5 things my dog taught me about management 

My new puppy has brought home a few important things to me in the last month, and not just the balls I ask him to fetch. Learning to train him has illustrated some of the most foundational principals of effective management. Below are the top five training points for building up your working relationships with those you manage, whether human or canine.

1. Build effective communication 

Before you can expect a dog to behave well, you need to be able to identify the cues they are giving you as to their needs. Are you annoyed that they are barking? What might they be trying to communicate to you? Perhaps they are hungry or haven’t gotten enough exercise that day. Noticing what your dog needs and providing that clears away concerns that may prevent them from being receptive to your guidance. When you have met your dog’s needs, you can also communicate your needs by praising the right behaviors (like chewing chew toys) and disincentivizing the wrong behaviors (like chewing shoes).

If you’re experiencing friction with an employee, have you taken cues from them as to their work style? Have you established communication norms? Have you provided clear feedback about what is working for you and what is not? (Pro tip: try creating a Management Readme on Readme.bio for each of your teammates, to more quickly orient yourself to everyone’s work style preferences.)

2. Break it down

Further to the communication point, it often is not enough to just say “be better” at XYZ, as such asks are not specific, and do not delineate a path forward. My dog initially struggled with “leave it”. I started with a simple piece of paper towel in my hand (which he normally loves to chew). He successfully left it. But I made the mistake of jumping right to putting it on the floor and walking away. He chewed it immediately. It was too big a leap for him. I’d skipped across the incremental steps that would have built up his focus. Similarly, explaining a piece of a process to colleagues and then jumping to the end, without breaking out the steps in between, makes it likely that you will lose people in the process. For managees, throwing them in the deep end with minimal prep is much more overwhelming than incrementally increasing responsibility.

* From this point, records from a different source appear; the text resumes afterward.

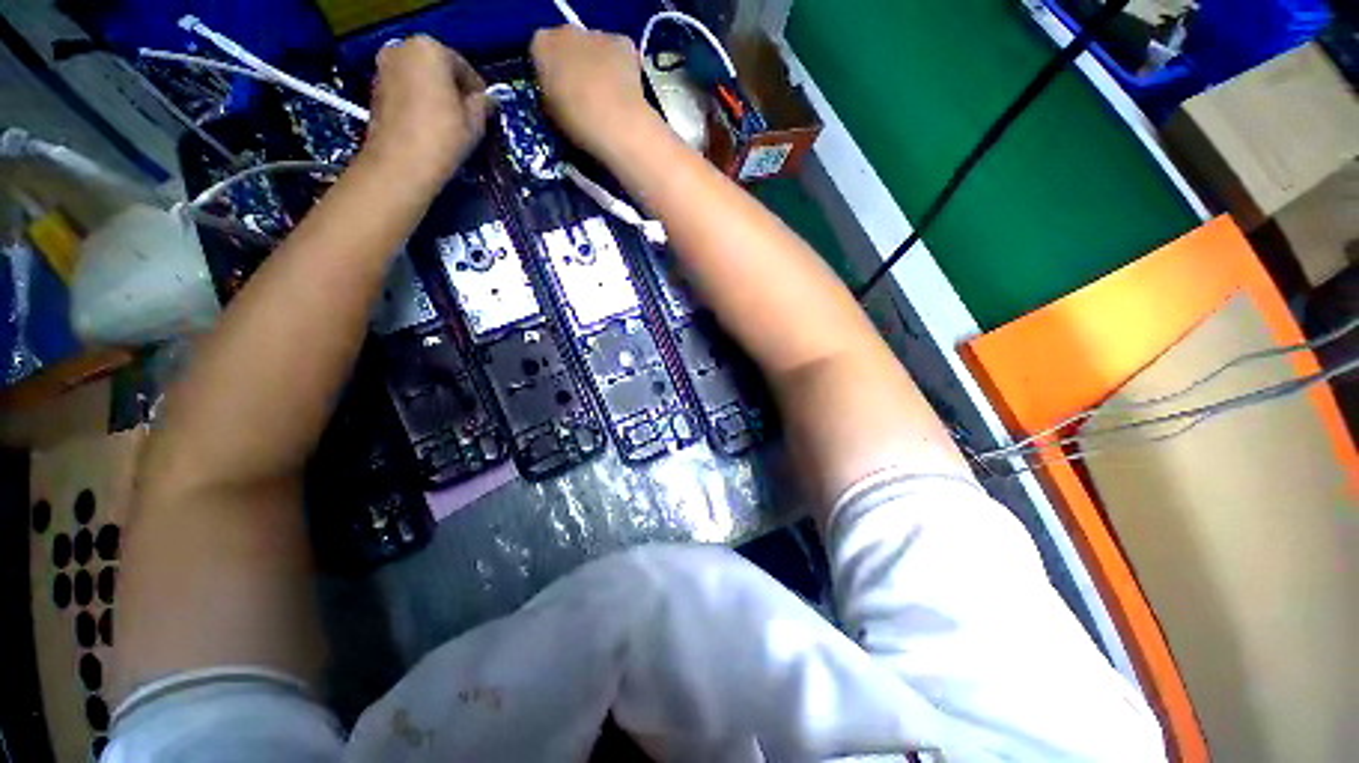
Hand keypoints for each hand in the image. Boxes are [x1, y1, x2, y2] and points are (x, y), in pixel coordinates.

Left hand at [362, 36, 489, 185]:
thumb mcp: (476, 122)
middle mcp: (402, 48)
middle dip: (453, 89)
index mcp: (430, 48)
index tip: (485, 110)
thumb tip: (487, 100)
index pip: (463, 67)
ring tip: (448, 122)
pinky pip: (405, 90)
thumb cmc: (444, 135)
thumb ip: (483, 104)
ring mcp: (383, 67)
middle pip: (438, 68)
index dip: (477, 90)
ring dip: (435, 95)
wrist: (401, 162)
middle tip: (467, 115)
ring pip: (419, 78)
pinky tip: (429, 124)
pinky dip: (418, 102)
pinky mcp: (375, 88)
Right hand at [530, 26, 658, 160]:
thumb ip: (551, 94)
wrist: (617, 124)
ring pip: (595, 47)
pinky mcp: (623, 42)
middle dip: (574, 64)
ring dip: (598, 64)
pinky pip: (619, 52)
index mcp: (541, 46)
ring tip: (608, 96)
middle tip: (584, 95)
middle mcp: (566, 30)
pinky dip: (621, 67)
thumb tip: (558, 93)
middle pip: (568, 44)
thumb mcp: (551, 113)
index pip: (540, 52)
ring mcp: (597, 34)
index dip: (550, 73)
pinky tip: (625, 90)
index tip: (558, 93)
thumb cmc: (578, 124)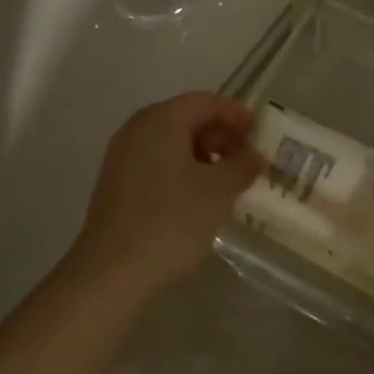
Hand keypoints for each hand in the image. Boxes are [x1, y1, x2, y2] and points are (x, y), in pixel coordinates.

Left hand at [68, 92, 263, 297]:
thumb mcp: (218, 192)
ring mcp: (122, 158)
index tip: (260, 135)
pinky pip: (157, 164)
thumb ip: (241, 166)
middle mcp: (137, 130)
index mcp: (160, 120)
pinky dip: (183, 171)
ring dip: (203, 155)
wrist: (112, 271)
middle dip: (220, 135)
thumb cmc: (171, 221)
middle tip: (247, 160)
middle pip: (186, 118)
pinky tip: (199, 199)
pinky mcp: (117, 185)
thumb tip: (254, 156)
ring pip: (171, 143)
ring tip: (228, 182)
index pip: (205, 101)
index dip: (236, 114)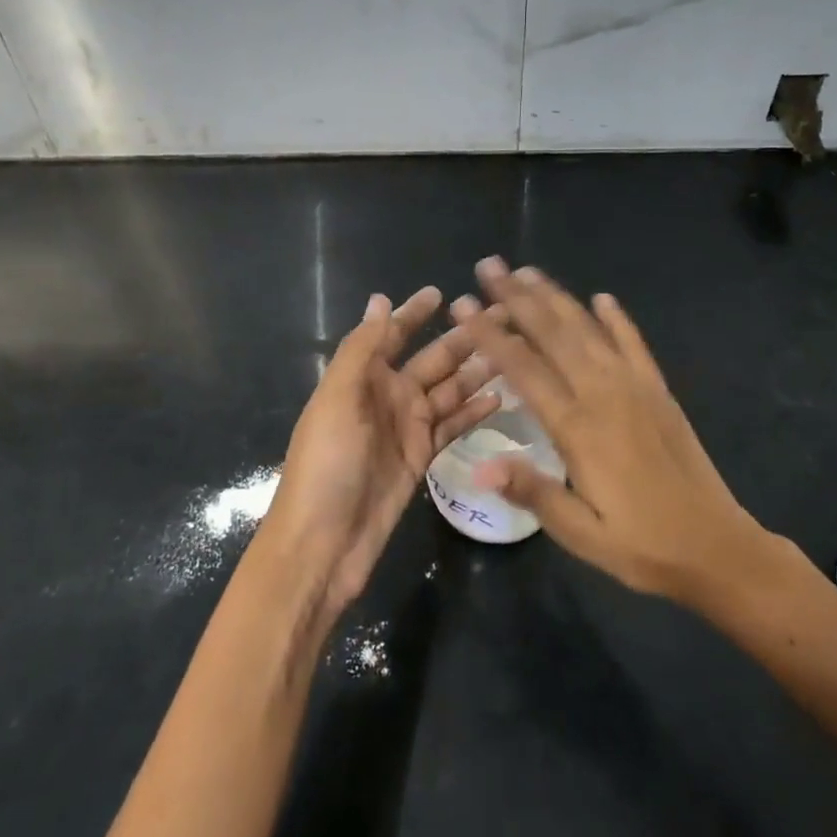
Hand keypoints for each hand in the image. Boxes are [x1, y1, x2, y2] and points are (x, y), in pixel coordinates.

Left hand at [257, 286, 499, 614]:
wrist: (323, 543)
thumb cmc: (326, 464)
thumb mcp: (338, 399)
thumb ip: (362, 349)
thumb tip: (380, 300)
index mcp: (363, 377)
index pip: (393, 335)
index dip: (414, 313)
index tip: (443, 293)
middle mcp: (387, 396)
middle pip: (432, 359)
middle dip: (462, 338)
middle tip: (502, 316)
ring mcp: (406, 427)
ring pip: (448, 390)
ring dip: (476, 371)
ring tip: (513, 352)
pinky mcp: (420, 457)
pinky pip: (451, 425)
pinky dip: (472, 411)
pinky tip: (500, 397)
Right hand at [455, 257, 778, 603]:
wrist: (716, 547)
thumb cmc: (641, 546)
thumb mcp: (581, 533)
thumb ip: (532, 491)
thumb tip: (479, 465)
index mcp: (577, 428)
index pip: (523, 368)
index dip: (490, 334)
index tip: (464, 304)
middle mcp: (604, 394)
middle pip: (553, 334)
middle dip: (517, 298)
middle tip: (489, 266)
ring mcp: (635, 387)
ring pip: (588, 330)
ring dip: (556, 297)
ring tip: (528, 271)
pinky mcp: (659, 391)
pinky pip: (634, 344)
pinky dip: (617, 319)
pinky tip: (602, 298)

I invested time in learning about dog training so that I could figure out how to lead him to the behaviors I wanted to see. Similarly, managers much invest the time to specify what precisely they want to see in terms of actions and outcomes, and work with their team to identify how to get there in the needed time frame.

3. Be consistent

Being consistent and predictable to those you manage helps them to figure out how to work best with you. My dog now start making little noises at 7am every day, as he knows that’s when we take him out to do his morning business, get fed, and play. He doesn’t make noises at night, as he knows we intend to sleep all the way through it. Similarly, managees can meld to your schedule and style if you are consistent. If you always block off 8-9am to review final work, they will plan to provide you content for review at that time. If you praise people for thoughtful project planning or being vocal during meetings, you can expect to see more of that.

4. Have patience 

Dogs take months and even years to be fully trained even in a single behavior. Expect them to make mistakes, and be forgiving yet persistent. Even smart dogs take a lot of positive reinforcement to solidify a habit. Humans need the same! It is perfectly normal to need to repeat yourself over and over, in different settings, so be accepting of this reality.

5. Invest

Dogs grow into behaviors, not out of them. If you continue to invest in building the right behaviors in the first year, you will reap the benefits for a lifetime. Your puppy will grow into an impressive dog who is a loyal companion. It goes without saying that people are also worth the investment! Your managees will prove resilient, and can grow leaps and bounds with the right support.